Skip to content

kedro_datasets_experimental

kedro_datasets_experimental

Dataset Classes

Name Description
chromadb.ChromaDBDataset ChromaDBDataset loads and saves data to ChromaDB vector database collections.
databricks.ExternalTableDataset ExternalTableDataset implementation to access external tables in Databricks.
langchain.PromptDataset PromptDataset loads a langchain prompt template.
langfuse.EvaluationDataset EvaluationDataset manages Langfuse evaluation datasets for LLM experiment workflows, supporting local file syncing and remote dataset versioning.
langfuse.PromptDataset PromptDataset provides a seamless integration between local prompt files (JSON/YAML) and Langfuse prompt management, supporting version control, labeling, and different synchronization policies.
langfuse.TraceDataset TraceDataset provides Langfuse tracing clients for LLM observability and monitoring.
mlrun.MLRunAbstractDataset MLRunAbstractDataset base class for MLRun datasets, can be used directly for generic artifacts.
mlrun.MLRunModel MLRunModel saves and loads ML models via MLRun with framework metadata and configurable file format.
mlrun.MLRunDataframeDataset MLRunDataframeDataset saves and loads pandas DataFrames as MLRun artifacts.
mlrun.MLRunResult MLRunResult logs scalar results and metrics to MLRun with optional nested dict flattening.
netcdf.NetCDFDataset NetCDFDataset loads/saves data from/to a NetCDF file using an underlying filesystem (e.g.: local, S3, GCS).

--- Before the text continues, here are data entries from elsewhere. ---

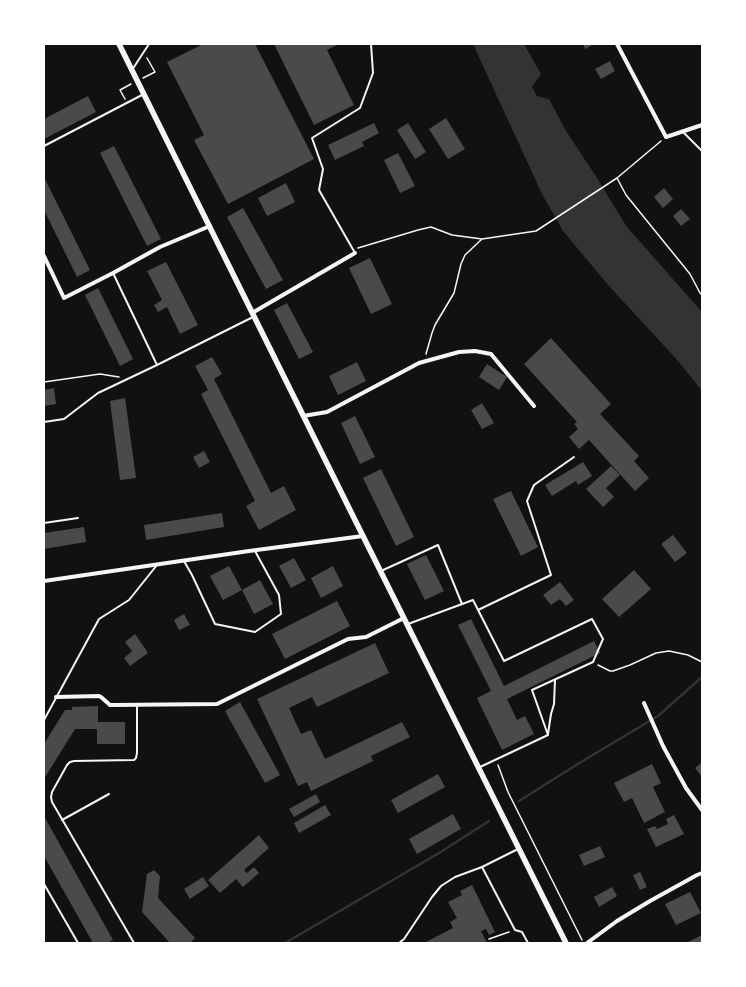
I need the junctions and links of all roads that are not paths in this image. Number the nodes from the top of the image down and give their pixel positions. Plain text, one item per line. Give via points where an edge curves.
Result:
1 (119, 44) edge
2 (148, 44) edge
3 (371, 44) edge
4 (617, 44) edge
5 (132, 72) junction
6 (143, 94) junction
7 (702, 125) edge
8 (683, 132) junction
9 (44, 146) edge
10 (702, 151) edge
11 (210, 226) junction
12 (354, 251) joint
13 (44, 256) edge
14 (113, 273) junction
15 (253, 315) junction
16 (157, 365) junction
17 (534, 406) dead end
18 (303, 416) junction
19 (44, 422) edge
20 (574, 457) dead end
21 (78, 518) dead end
22 (44, 523) edge
23 (363, 536) junction
24 (255, 551) junction
25 (184, 561) junction
26 (157, 565) junction
27 (380, 571) junction
28 (44, 581) edge
29 (462, 604) junction
30 (478, 610) junction
31 (404, 618) junction
32 (407, 625) junction
33 (555, 680) junction
34 (56, 697) junction
35 (644, 703) dead end
36 (137, 705) junction
37 (44, 720) edge
38 (548, 735) junction
39 (479, 768) junction
40 (109, 794) dead end
41 (702, 810) edge
42 (62, 820) junction
43 (519, 848) junction
44 (482, 867) junction
45 (702, 873) edge
46 (44, 884) edge
47 (592, 941) edge
48 (78, 943) edge
49 (134, 943) edge
50 (399, 943) edge
51 (528, 943) edge
52 (566, 943) edge
53 (585, 943) edge

1 - 5 main road
2 - 5 lane
3 - 12 lane via 373,73 360,108 312,138 323,169 319,190
4 - 8 street via 666,137
5 - 6 main road
6 - 9 lane
6 - 11 main road
7 - 8 street
8 - 10 lane
11 - 14 street via 160,247
11 - 15 main road
12 - 15 street
13 - 14 street via 64,298
14 - 16 lane
15 - 16 lane
15 - 18 main road
16 - 19 lane via 98,393 64,419
17 - 18 street via 491,354 475,351 459,352 419,363 327,412
18 - 23 main road
20 - 30 lane via 534,485 527,501 551,575
21 - 22 lane
23 - 24 street
23 - 27 main road
24 - 25 street
24 - 25 lane via 279,595 281,614 256,632 215,624
25 - 26 street
26 - 28 street
26 - 34 lane via 129,600 99,619
27 - 29 lane via 438,545
27 - 31 main road
29 - 30 lane via 473,600
29 - 32 lane
30 - 33 lane via 504,661 592,619 603,639 593,662
31 - 32 main road
31 - 36 street via 366,637 348,640 217,704
32 - 39 main road
33 - 38 lane via 554,704
33 - 38 lane via 532,690
34 - 36 street via 99,696 110,704
34 - 37 lane
35 - 41 street via 666,752
36 - 42 lane via 136,758 130,761 70,762 51,797
38 - 39 lane
39 - 43 main road
40 - 42 lane
42 - 49 lane
43 - 44 lane
43 - 52 main road
44 - 50 lane via 455,877 441,886
44 - 51 lane via 515,930 522,932
45 - 47 street via 650,900
46 - 48 lane
47 - 53 street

It uses xarray to handle the NetCDF file.
opik.EvaluationDataset EvaluationDataset manages Opik evaluation datasets for LLM experiment workflows.
opik.PromptDataset PromptDataset manages prompts with Opik versioning support, returning either raw SDK objects or LangChain templates.
opik.TraceDataset TraceDataset provides Opik tracing clients for observability and monitoring.
optuna.StudyDataset StudyDataset loads/saves an Optuna study, enabling distributed hyperparameter tuning.
pypdf.PDFDataset PDFDataset loads data from PDF files using pypdf to extract text from pages. Read-only dataset.
polars.PolarsDatabaseDataset PolarsDatabaseDataset implementation to access databases as Polars DataFrames. It supports reading from a SQL query and writing to a database table.
prophet.ProphetModelDataset ProphetModelDataset loads/saves Facebook Prophet models to a JSON file using an underlying filesystem (e.g., local, S3, GCS). It uses Prophet's built-in serialisation to handle the JSON file.
pytorch.PyTorchDataset PyTorchDataset loads and saves PyTorch models' state_dict using PyTorch's recommended zipfile serialization protocol. To avoid security issues with Pickle.
rioxarray.GeoTIFFDataset Loads and saves raster data files as xarray DataArrays. Supports single and multiband GeoTIFFs with CRS validation.
safetensors.SafetensorsDataset Loads and saves data using the SafeTensors library with support for multiple backends like numpy and torch.
video.VideoDataset Loads and saves video data as a sequence of images using OpenCV, supporting various codecs and formats.